Description of the task =
Scan the entries for the word "numbered" and report how many lines contain it, as a number with no other words.

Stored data
┌────────
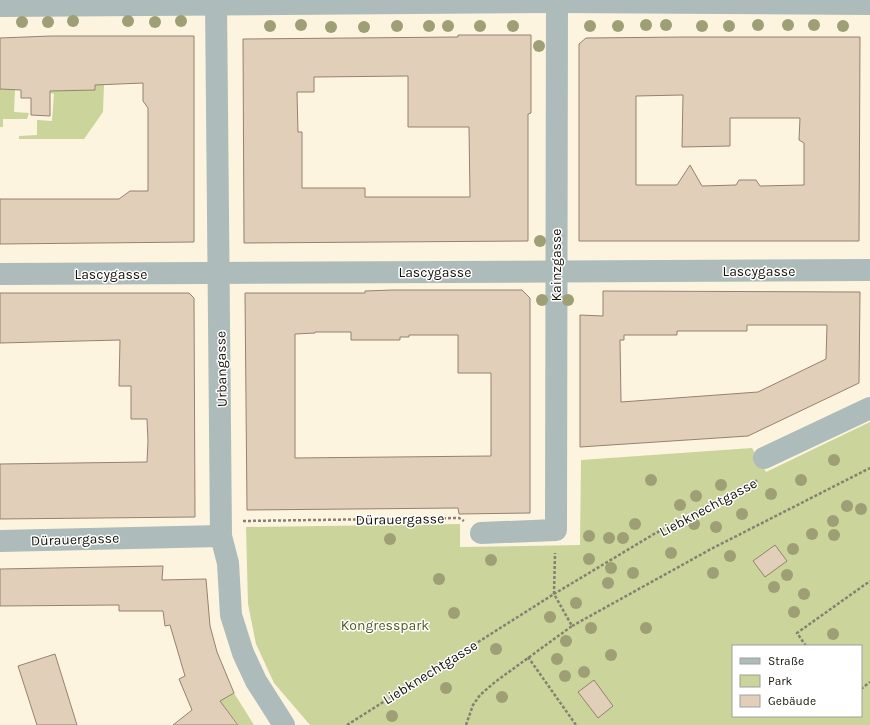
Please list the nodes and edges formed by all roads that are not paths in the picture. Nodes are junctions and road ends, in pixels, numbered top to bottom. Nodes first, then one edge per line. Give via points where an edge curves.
1 (557, 1) edge
2 (216, 2) edge
3 (870, 4) edge
4 (0, 6) edge
5 (870, 270) edge
6 (556, 272) junction
7 (220, 273) junction
8 (0, 274) edge
9 (870, 408) edge
10 (764, 458) road end
11 (481, 533) road end
12 (221, 536) junction
13 (0, 541) edge
14 (284, 725) edge

1 - 2 street
1 - 3 street
1 - 6 street, Kainzgasse
2 - 4 street
2 - 7 street, Urbangasse
5 - 6 street, Lascygasse
6 - 7 street, Lascygasse
6 - 11 street, Kainzgasse via 556,530
7 - 8 street, Lascygasse
7 - 12 street, Urbangasse
9 - 10 street, Liebknechtgasse
12 - 13 street, Dürauergasse
12 - 14 street, Urbangasse via 228,563 231,616 256,681

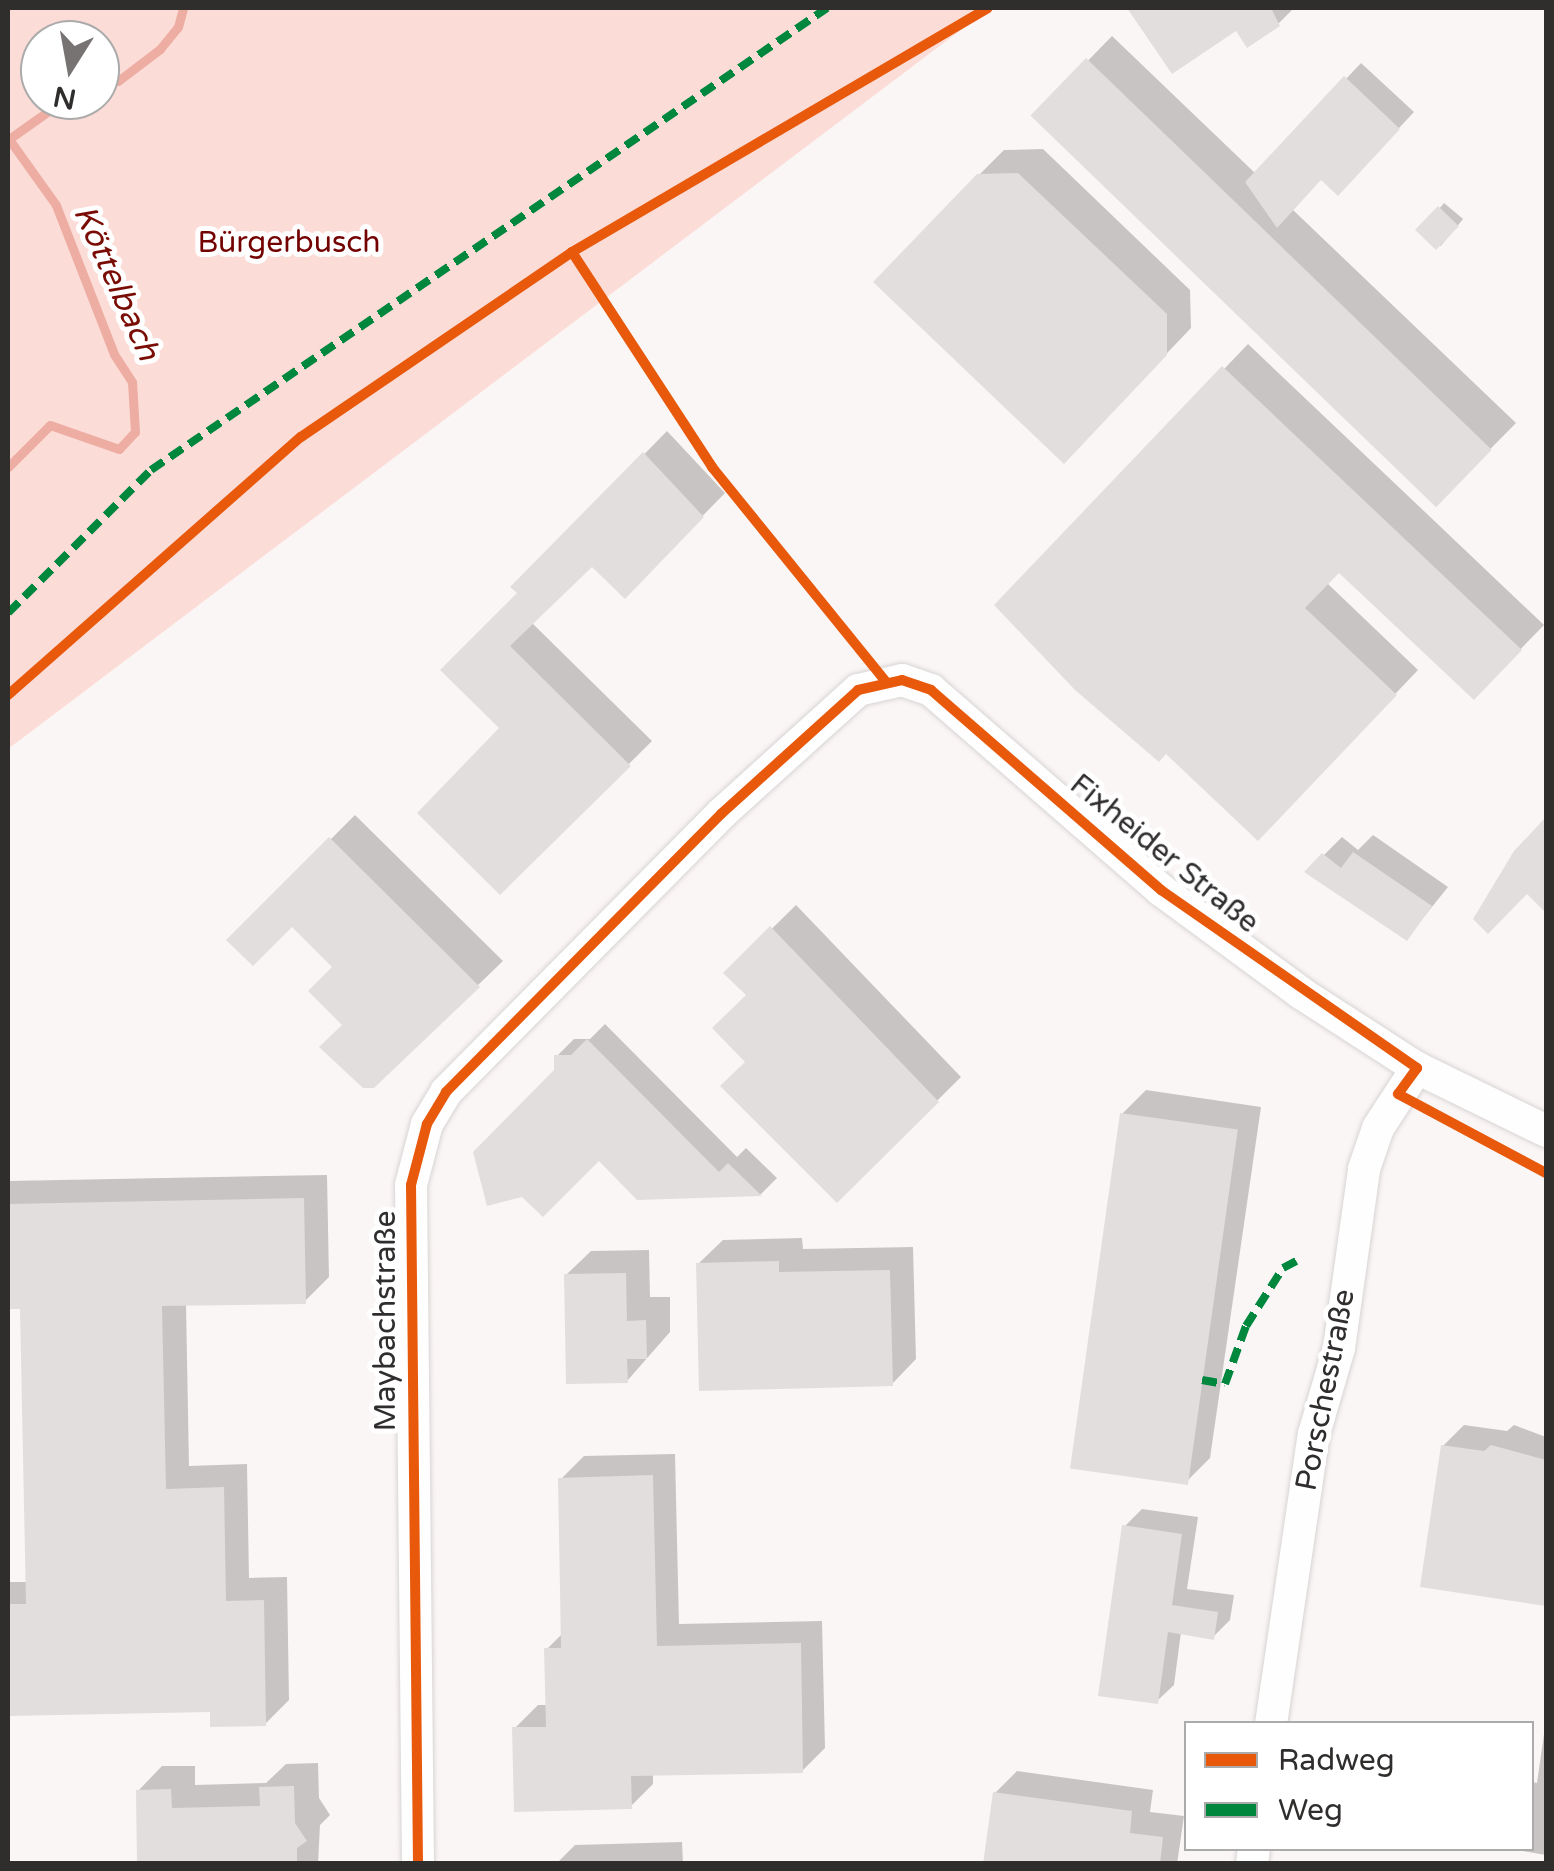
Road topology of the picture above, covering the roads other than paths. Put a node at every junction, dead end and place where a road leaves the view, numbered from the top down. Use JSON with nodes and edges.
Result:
{"nodes":[{"id":1,"x":886,"y":682,"type":"joint"},
{"id":2,"x":1417,"y":1068,"type":"junction"},
{"id":3,"x":1546,"y":1131,"type":"edge"},
{"id":4,"x":1271,"y":1721,"type":"edge"},
{"id":5,"x":418,"y":1864,"type":"edge"}],
"edges":[{"from":1,"to":2,"type":"street","name":"Fixheider Straße"},
{"from":1,"to":5,"type":"street","name":"Maybachstraße"},
{"from":2,"to":3,"type":"street","name":"Fixheider Straße"},
{"from":2,"to":4,"type":"street","name":"Porschestraße"}]}
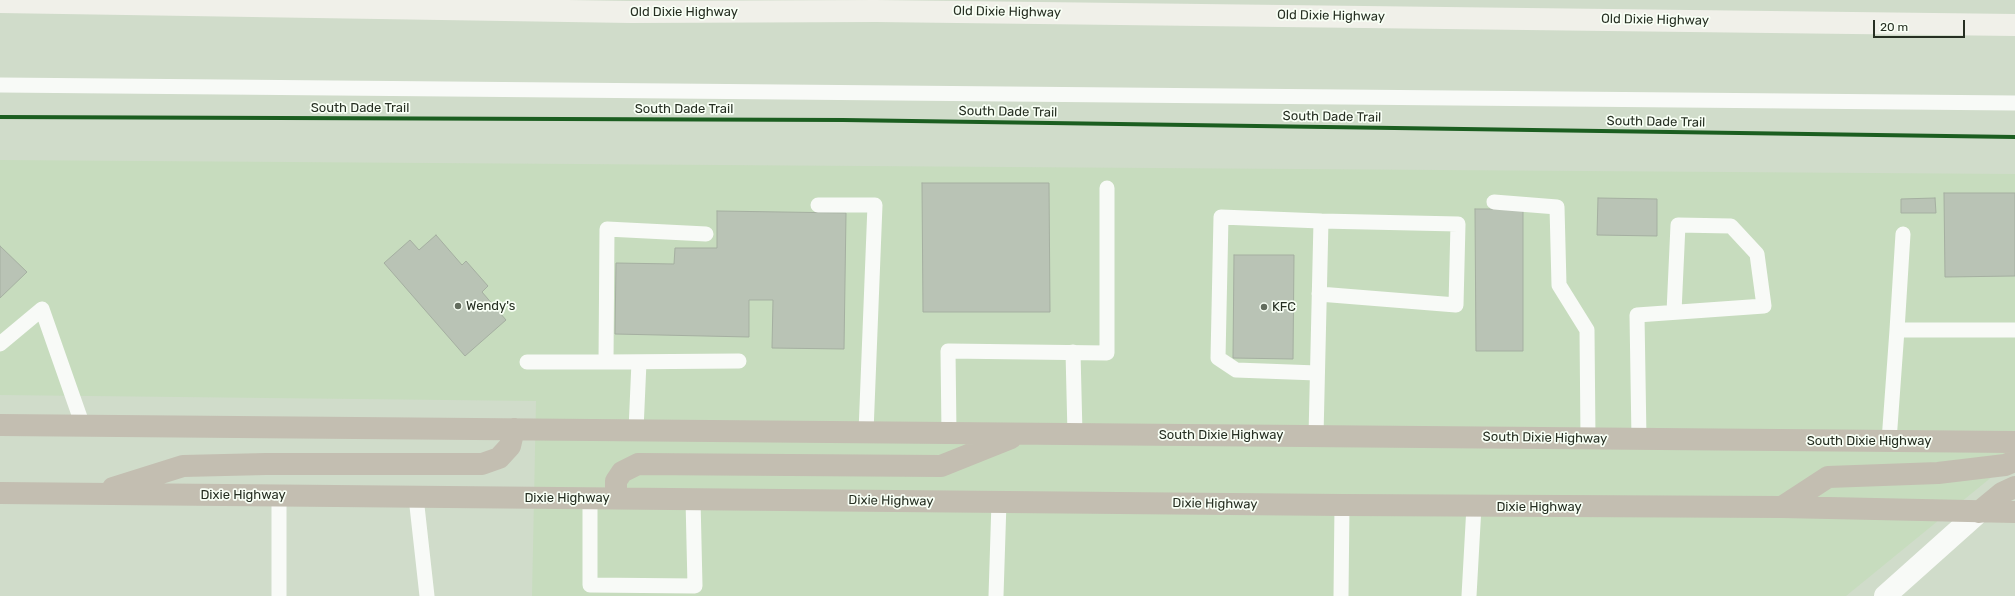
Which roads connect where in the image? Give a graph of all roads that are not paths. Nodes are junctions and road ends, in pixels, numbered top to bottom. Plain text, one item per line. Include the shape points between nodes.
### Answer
1 (0, 2) edge
2 (876, 5) edge
3 (633, 6) edge
4 (809, 6) edge
5 (2015, 25) edge
6 (0, 84) edge
7 (2015, 102) edge
8 (1107, 188) dead end
9 (1494, 202) dead end
10 (818, 205) dead end
11 (1321, 221) junction
12 (706, 234) dead end
13 (1903, 234) dead end
14 (1319, 294) junction
15 (1674, 312) junction
16 (1897, 330) junction
17 (2015, 330) edge
18 (0, 344) edge
19 (1073, 352) junction
20 (739, 361) dead end
21 (527, 362) dead end
22 (606, 362) junction
23 (639, 362) junction
24 (1317, 373) junction
25 (0, 425) edge
26 (83, 426) junction
27 (514, 429) junction
28 (636, 430) junction
29 (866, 432) junction
30 (950, 433) junction
31 (1021, 433) junction
32 (1075, 434) junction
33 (1316, 436) junction
34 (1588, 438) junction
35 (1639, 439) junction
36 (1889, 441) junction
37 (2015, 442) edge
38 (2015, 461) edge
39 (2015, 487) edge
40 (0, 493) edge
41 (94, 494) junction
42 (279, 495) junction
43 (416, 496) junction
44 (590, 498) junction
45 (616, 498) junction
46 (693, 499) junction
47 (999, 502) junction
48 (1342, 505) junction
49 (1474, 506) junction
50 (1782, 507) junction
51 (1979, 512) junction
52 (2015, 512) edge
53 (590, 591) edge
54 (695, 591) edge
55 (278, 596) edge
56 (427, 596) edge
57 (996, 596) edge
58 (1341, 596) edge
59 (1469, 596) edge
60 (1885, 596) edge

1 - 3 street, Old Dixie Highway
2 - 4 street, Old Dixie Highway
2 - 5 street, Old Dixie Highway
3 - 4 street, Old Dixie Highway
6 - 7 lane
8 - 19 lane via 1107,352
9 - 34 lane via 1557,208 1559,285 1587,330
10 - 29 lane via 875,205
11 - 14 lane
11 - 14 lane via 1458,224 1456,306
11 - 24 lane via 1221,218 1218,358 1236,370
12 - 22 lane via 607,229
13 - 16 lane
14 - 24 lane
15 - 15 lane via 1764,306 1757,254 1731,226 1678,225
15 - 35 lane via 1637,314
16 - 17 lane
16 - 36 lane
18 - 26 lane via 42,309
19 - 30 lane via 948,351
19 - 32 lane
20 - 23 lane
21 - 22 lane
22 - 23 lane
23 - 28 lane
24 - 33 lane
25 - 26 highway
26 - 27 highway
27 - 28 highway
27 - 41 highway via 510,446 499,458 482,464 183,466
28 - 29 highway
29 - 30 highway
30 - 31 highway
31 - 32 highway
31 - 45 highway via 941,466 638,464 622,472 616,481
32 - 33 highway, South Dixie Highway
33 - 34 highway, South Dixie Highway
34 - 35 highway, South Dixie Highway
35 - 36 highway, South Dixie Highway
36 - 37 highway, South Dixie Highway
38 - 50 highway via 2005,465 1938,473 1828,477
39 - 51 highway via 2002,493
40 - 41 highway, Dixie Highway
41 - 42 highway, Dixie Highway
42 - 43 highway, Dixie Highway
42 - 55 lane
43 - 44 highway, Dixie Highway
43 - 56 lane
44 - 45 highway, Dixie Highway
44 - 53 lane
45 - 46 highway, Dixie Highway
46 - 47 highway, Dixie Highway
46 - 54 lane
47 - 48 highway, Dixie Highway
47 - 57 lane
48 - 49 highway, Dixie Highway
48 - 58 lane
49 - 50 highway, Dixie Highway
49 - 59 lane
50 - 51 highway
51 - 52 highway
51 - 60 street
53 - 54 lane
└────────
Output of the task =
3